Human organoid tumor transplantation identifies functional glioblastoma-microenvironment communication mediated by PTPRZ1
Weihong Ge, Ryan L. Kan, Can Yilgor, Elisa Fazzari, Patricia R. Nano, Daria Azizad, Heer Shinglot, Matthew Li, Joyce Ito, Christopher Tse, Hong A. Tum, Jessica Scholes, Shivani Baisiwala, Kunal S. Patel, David A. Nathanson, Aparna Bhaduri
Abstract
Glioblastoma is the most aggressive and deadly form of brain cancer. Here, we leverage our human organoid tumor transplantation (HOTT) co-culture system to explore how extrinsic cues modulate glioblastoma cell types and behavior. HOTT recapitulates core features of major patient tumor cell types and key aspects of neural cell-enriched tumor microenvironment (nTME) gene programs.

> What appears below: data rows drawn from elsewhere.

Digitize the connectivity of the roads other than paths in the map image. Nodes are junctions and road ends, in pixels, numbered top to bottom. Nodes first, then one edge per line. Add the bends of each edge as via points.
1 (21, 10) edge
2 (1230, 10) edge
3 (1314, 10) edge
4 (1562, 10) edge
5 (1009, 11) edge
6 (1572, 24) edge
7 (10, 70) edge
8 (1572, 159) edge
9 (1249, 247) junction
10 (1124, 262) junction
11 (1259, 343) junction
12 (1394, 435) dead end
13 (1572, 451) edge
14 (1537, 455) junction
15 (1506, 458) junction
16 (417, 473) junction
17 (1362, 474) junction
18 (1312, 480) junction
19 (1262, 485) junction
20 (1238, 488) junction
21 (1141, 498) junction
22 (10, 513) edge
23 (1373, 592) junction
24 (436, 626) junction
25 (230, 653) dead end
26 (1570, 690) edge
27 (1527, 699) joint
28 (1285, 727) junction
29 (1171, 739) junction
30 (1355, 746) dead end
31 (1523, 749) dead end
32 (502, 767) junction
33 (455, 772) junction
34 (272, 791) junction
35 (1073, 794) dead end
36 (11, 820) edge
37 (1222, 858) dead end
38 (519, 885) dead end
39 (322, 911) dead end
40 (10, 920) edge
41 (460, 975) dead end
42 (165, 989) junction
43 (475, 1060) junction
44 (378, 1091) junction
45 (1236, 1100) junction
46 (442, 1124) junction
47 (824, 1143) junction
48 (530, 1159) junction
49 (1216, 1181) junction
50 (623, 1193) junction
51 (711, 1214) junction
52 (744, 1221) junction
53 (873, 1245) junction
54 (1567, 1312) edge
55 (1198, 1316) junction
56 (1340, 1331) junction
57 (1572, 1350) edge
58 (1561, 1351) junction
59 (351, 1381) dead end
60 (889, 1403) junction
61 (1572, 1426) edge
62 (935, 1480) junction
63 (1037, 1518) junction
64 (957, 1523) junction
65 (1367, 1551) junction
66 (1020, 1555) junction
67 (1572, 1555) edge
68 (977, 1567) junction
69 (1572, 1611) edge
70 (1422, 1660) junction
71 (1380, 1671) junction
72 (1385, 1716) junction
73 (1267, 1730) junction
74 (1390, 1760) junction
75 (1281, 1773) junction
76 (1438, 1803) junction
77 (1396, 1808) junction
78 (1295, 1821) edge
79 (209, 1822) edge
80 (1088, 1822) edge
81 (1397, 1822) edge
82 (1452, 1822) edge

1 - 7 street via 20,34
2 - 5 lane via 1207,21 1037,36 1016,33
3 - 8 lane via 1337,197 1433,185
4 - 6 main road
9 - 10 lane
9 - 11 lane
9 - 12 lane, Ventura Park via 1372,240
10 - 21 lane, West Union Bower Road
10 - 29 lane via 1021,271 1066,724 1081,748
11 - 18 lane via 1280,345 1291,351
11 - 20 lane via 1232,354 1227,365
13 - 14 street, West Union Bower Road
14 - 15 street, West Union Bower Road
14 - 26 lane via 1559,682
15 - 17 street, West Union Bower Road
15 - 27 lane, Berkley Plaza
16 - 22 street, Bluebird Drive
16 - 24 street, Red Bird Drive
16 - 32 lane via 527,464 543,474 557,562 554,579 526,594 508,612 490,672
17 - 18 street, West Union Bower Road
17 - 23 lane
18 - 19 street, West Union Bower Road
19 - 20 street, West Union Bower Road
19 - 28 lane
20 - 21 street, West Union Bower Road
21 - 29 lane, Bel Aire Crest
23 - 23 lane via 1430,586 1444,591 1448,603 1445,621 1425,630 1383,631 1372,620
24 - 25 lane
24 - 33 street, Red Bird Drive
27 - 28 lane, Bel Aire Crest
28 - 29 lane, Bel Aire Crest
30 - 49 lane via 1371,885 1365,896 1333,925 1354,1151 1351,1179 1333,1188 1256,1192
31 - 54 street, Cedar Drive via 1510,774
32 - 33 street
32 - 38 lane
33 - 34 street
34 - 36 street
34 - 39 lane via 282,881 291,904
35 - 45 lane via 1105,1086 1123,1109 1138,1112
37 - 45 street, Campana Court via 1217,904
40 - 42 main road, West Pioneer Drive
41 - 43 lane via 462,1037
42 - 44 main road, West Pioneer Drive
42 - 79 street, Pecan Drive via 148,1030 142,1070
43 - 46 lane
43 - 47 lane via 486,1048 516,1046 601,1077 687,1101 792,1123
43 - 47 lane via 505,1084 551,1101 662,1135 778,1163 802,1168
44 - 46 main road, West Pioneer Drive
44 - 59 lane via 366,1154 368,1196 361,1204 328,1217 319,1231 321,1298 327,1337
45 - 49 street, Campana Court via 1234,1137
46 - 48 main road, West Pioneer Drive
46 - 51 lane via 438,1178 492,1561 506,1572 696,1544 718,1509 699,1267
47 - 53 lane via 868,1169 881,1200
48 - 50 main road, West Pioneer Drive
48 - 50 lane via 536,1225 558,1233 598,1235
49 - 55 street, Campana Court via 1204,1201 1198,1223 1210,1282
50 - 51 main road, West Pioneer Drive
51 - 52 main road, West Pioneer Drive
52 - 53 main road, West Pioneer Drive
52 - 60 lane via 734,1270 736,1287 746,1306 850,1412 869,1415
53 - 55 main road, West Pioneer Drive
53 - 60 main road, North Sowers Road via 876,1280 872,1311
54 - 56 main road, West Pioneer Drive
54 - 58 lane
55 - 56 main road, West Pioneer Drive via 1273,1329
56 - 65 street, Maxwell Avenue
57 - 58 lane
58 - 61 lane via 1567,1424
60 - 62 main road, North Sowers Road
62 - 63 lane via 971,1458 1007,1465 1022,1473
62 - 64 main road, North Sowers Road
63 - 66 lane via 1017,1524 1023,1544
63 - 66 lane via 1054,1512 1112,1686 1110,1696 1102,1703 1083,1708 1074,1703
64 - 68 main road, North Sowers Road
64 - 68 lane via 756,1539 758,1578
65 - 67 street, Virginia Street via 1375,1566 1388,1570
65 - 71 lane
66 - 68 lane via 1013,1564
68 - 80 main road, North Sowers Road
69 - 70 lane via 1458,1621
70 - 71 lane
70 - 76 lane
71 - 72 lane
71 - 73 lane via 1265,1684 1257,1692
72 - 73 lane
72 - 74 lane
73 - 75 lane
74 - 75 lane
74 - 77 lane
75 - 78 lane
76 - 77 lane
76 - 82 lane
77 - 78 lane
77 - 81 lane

Our exploration of patient TME interactions preserved in HOTT highlights four receptor-ligand interactions of interest. We knock down all four of these genes in the HOTT microenvironment. We observe that knocking down nTME PTPRZ1, a receptor tyrosine phosphatase implicated in cancer cell migration, results in an increased fraction of mesenchymal cells, enrichment of epithelial-to-mesenchymal gene programs, and an elevated tumor microtube length in co-cultured primary patient tumors. This phenotype is not mediated by PTPRZ1's catalytic activity, suggesting a mechanism of tumor cell fate driven by nTME PTPRZ1, highlighting the strengths of the HOTT system.